Figure 6

STI treatment lowers transfection and transformation efficiency of plasmid DNA. Following incubation without (−) or with STI (S1 or S2) for 0 or 2 h, the plasmid pGL3-PKD1 (pGL3 inserted with a 200 bp PKD1 proximal promoter to drive expression of Luciferase) DNAs were purified by a PCR reaction purification kit and analyzed by agarose gel (A). The purified DNA (0.1 ug) was used in co-transfection with β-galactosidase (0.1 ug) cDNA in HEK293T cells. The expressed luciferase activity in each was assayed and normalized with co-expressed β-galactosidase activity. The normalized RLU value obtained in cells transfected with untreated pGL3-PKD1 was set at 100% (B). Each bar is the mean ± S.D (**p < 0.005) of a representative experiment performed in triplicate. (C) 50 ng the purified STI-treated DNA was used for transformation of XL1-blue competent cells. Each symbol with matching color in both 0 h and 2 h represents an independent experiment. The bar is the mean of the data in each⁴¹ (Kueh et al.
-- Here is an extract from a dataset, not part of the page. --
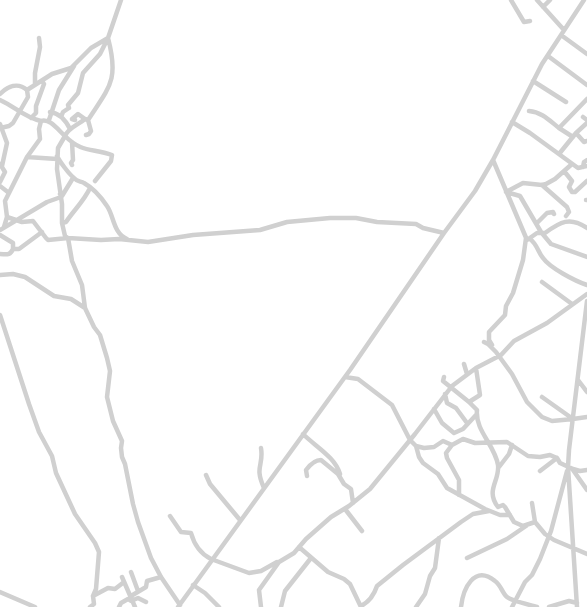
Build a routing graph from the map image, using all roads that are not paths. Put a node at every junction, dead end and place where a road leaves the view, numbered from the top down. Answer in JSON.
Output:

Science 341:670-673, 2013). (D) DNA nicking activity by bovine Aprotinin (Ap) and recombinant Aprotinin (rAp) overexpressed in Nicotania. (E) Transfection efficiency of the pGL3-PKD1 treated with Ap or rAp. The expressed luciferase activity was assayed and normalized as in B (**p < 0.005). Samples in each gel were prepared in parallel. All gels were processed using Microsoft Word “Corrections” for brightness and contrast applied equally across the entire image including controls. The full length gels are presented as Supplementary Information with corresponding figure numbers as in the main article.